La crisis climática ha dejado de ser un tema de debate y se ha convertido en una realidad cada vez más palpable para los habitantes de Cartagena. Este fin de semana, la capital de Bolívar registró una sensación térmica alarmante de 53°C, una cifra que pone de manifiesto no solo el aumento vertiginoso de las temperaturas, sino también la vulnerabilidad de la región ante fenómenos climáticos extremos. Según el Ideam, esta ola de calor que afecta a la costa Caribe es un indicativo claro de que la crisis climática ya no es un cuento, sino una amenaza concreta que requiere atención inmediata y acción colectiva.
El informe reciente del Ideam señala que varias ciudades en la costa caribeña también han visto incrementos en las temperaturas, siendo Tucurinca, Magdalena, el lugar más afectado, con una sensación térmica de 54°C. Mientras otras ciudades como Barranquilla y Santa Marta están experimentando condiciones de calor extremo, la situación en Cartagena ha captado la mayor parte de la atención mediática. La entidad meteorológica recomienda a la población mitigar su exposición al sol y mantenerse hidratada, pero estas medidas son solo un paliativo ante un problema mucho más amplio y complejo.

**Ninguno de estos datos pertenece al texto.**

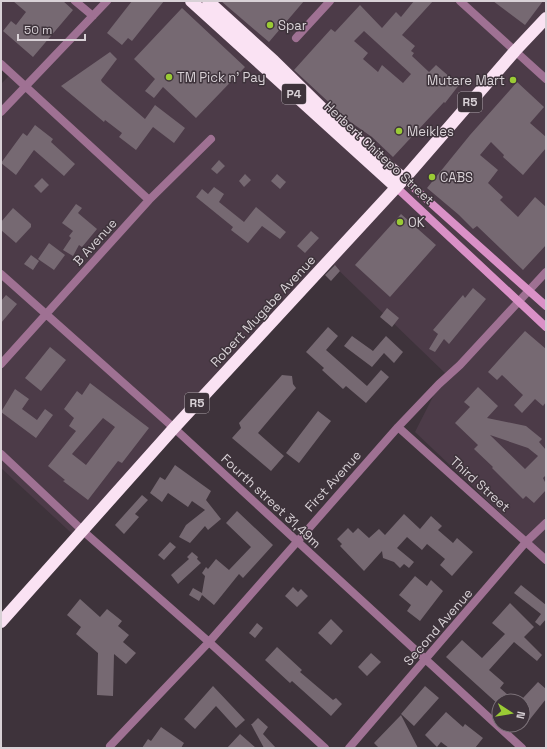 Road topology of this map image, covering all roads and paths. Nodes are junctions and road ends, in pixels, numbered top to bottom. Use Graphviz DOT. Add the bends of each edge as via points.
graph roads {
  1 [pos="75,1"];
  2 [pos="107,1"];
  3 [pos="191,1"];
  4 [pos="208,1"];
  5 [pos="330,1"];
  6 [pos="460,1"];
  7 [pos="93,16"];
  8 [pos="546,18"];
  9 [pos="296,38"];
  10 [pos="515,51"];
  11 [pos="1,64"];
  12 [pos="546,79"];
  13 [pos="25,86"];
  14 [pos="1,112"];
  15 [pos="211,139"];
  16 [pos="400,183"];
  17 [pos="150,200"];
  18 [pos="546,272"];
  19 [pos="1,274"];
  20 [pos="528,290"];
  21 [pos="518,301"];
  22 [pos="546,306"];
  23 [pos="45,314"];
  24 [pos="546,327"];
  25 [pos="1,364"];
  26 [pos="398,427"];
  27 [pos="174,428"];
  28 [pos="1,454"];
  29 [pos="546,523"];
  30 [pos="83,531"];
  31 [pos="296,541"];
  32 [pos="526,542"];
  33 [pos="546,560"];
  34 [pos="1,622"];
  35 [pos="209,642"];
  36 [pos="425,661"];
  37 [pos="110,746"];
  38 [pos="325,748"];
  39 [pos="349,748"];
  40 [pos="522,748"];
  1 -- 7 [label="street"];
  2 -- 7 [label="street"];
  3 -- 16 [label="highway, Herbert Chitepo Street / P4"];
  4 -- 16 [label="highway, Herbert Chitepo Street / P4"];
  5 -- 9 [label="street"];
  6 -- 10 [label="street"];
  7 -- 13 [label="street"];
  8 -- 10 [label="highway, Robert Mugabe Avenue / R5"];
  10 -- 12 [label="street"];
  10 -- 16 [label="highway, Robert Mugabe Avenue / R5"];
  11 -- 13 [label="street"];
  13 -- 14 [label="street"];
  13 -- 17 [label="street"];
  15 -- 17 [label="street, B Avenue"];
  16 -- 20 [label="main road, Herbert Chitepo Street"];
  16 -- 21 [label="main road, Herbert Chitepo Street"];
  16 -- 27 [label="highway, Robert Mugabe Avenue / R5"];
  17 -- 23 [label="street, B Avenue"];
  18 -- 20 [label="street, First Avenue"];
  19 -- 23 [label="street, Fourth street 31,49m"];
  20 -- 21 [label="street, First Avenue"];
  20 -- 22 [label="main road, Herbert Chitepo Street"];
  21 -- 24 [label="main road, Herbert Chitepo Street"];
  21 -- 26 [label="street, First Avenue" via="460,365"];
  23 -- 25 [label="street, B Avenue"];
  23 -- 27 [label="street, Fourth street 31,49m"];
  26 -- 31 [label="street, First Avenue"];
  26 -- 32 [label="street, Third Street"];
  27 -- 30 [label="highway, Robert Mugabe Avenue / R5"];
  27 -- 31 [label="street, Fourth street 31,49m"];
  28 -- 30 [label="street"];
  29 -- 32 [label="street, Second Avenue"];
  30 -- 34 [label="highway, Robert Mugabe Avenue / R5"];
  30 -- 35 [label="street"];
  31 -- 35 [label="street, First Avenue"];
  31 -- 36 [label="street, Fourth street 31,49m"];
  32 -- 33 [label="street, Third Street"];
  32 -- 36 [label="street, Second Avenue"];
  35 -- 37 [label="street, First Avenue"];
  35 -- 38 [label="street"];
  36 -- 39 [label="street, Second Avenue"];
  36 -- 40 [label="street, Fourth street 31,49m"];
}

Es importante entender que estos fenómenos no son eventos aislados, sino que representan una tendencia alarmante que, según proyecciones del Ministerio de Ambiente, se intensificará en los próximos años. A partir de 2030, varias ciudades del Caribe colombiano están pronosticadas para experimentar un aumento de 0,5 grados en su temperatura durante el día, un incremento que podría tener efectos devastadores en la salud pública, la agricultura y la calidad de vida de los ciudadanos. Este auge térmico no solo afectará áreas costeras, sino también regiones del interior, reflejando la universalidad del desafío climático que enfrenta Colombia.
Particularmente preocupante es la situación de Medellín, que según el Plan de Acción Climático podría ver un aumento considerable en los días con temperaturas superiores a 29°C, superando los 150 días anuales para el año 2040. Este cambio radical no solo transformará la percepción de la ciudad conocida como «la eterna primavera», sino que también implicará un significativo aumento en la mortalidad debido a enfermedades relacionadas con el calor. Los barrios más vulnerables serán los más afectados, lo que agrava la situación de desigualdad social y ambiental que se vive en el país.
El fenómeno conocido como efecto isla de calor, que se presenta en ciudades como Medellín y Cartagena, agrava aún más las condiciones de vida de los habitantes de sectores desfavorecidos. Esta acumulación de factores meteorológicos y de urbanismo puede llevar a que las temperaturas en barrios con menos zonas verdes y más construcción inadecuada sean mucho más altas que en otras áreas. Esto expone a la población más vulnerable no solo a un clima extremo, sino también a una crisis de salud pública perpetuada por la injusticia climática, donde los más pobres son quienes deben afrontar las peores consecuencias de esta crisis ambiental que no parece tener fin.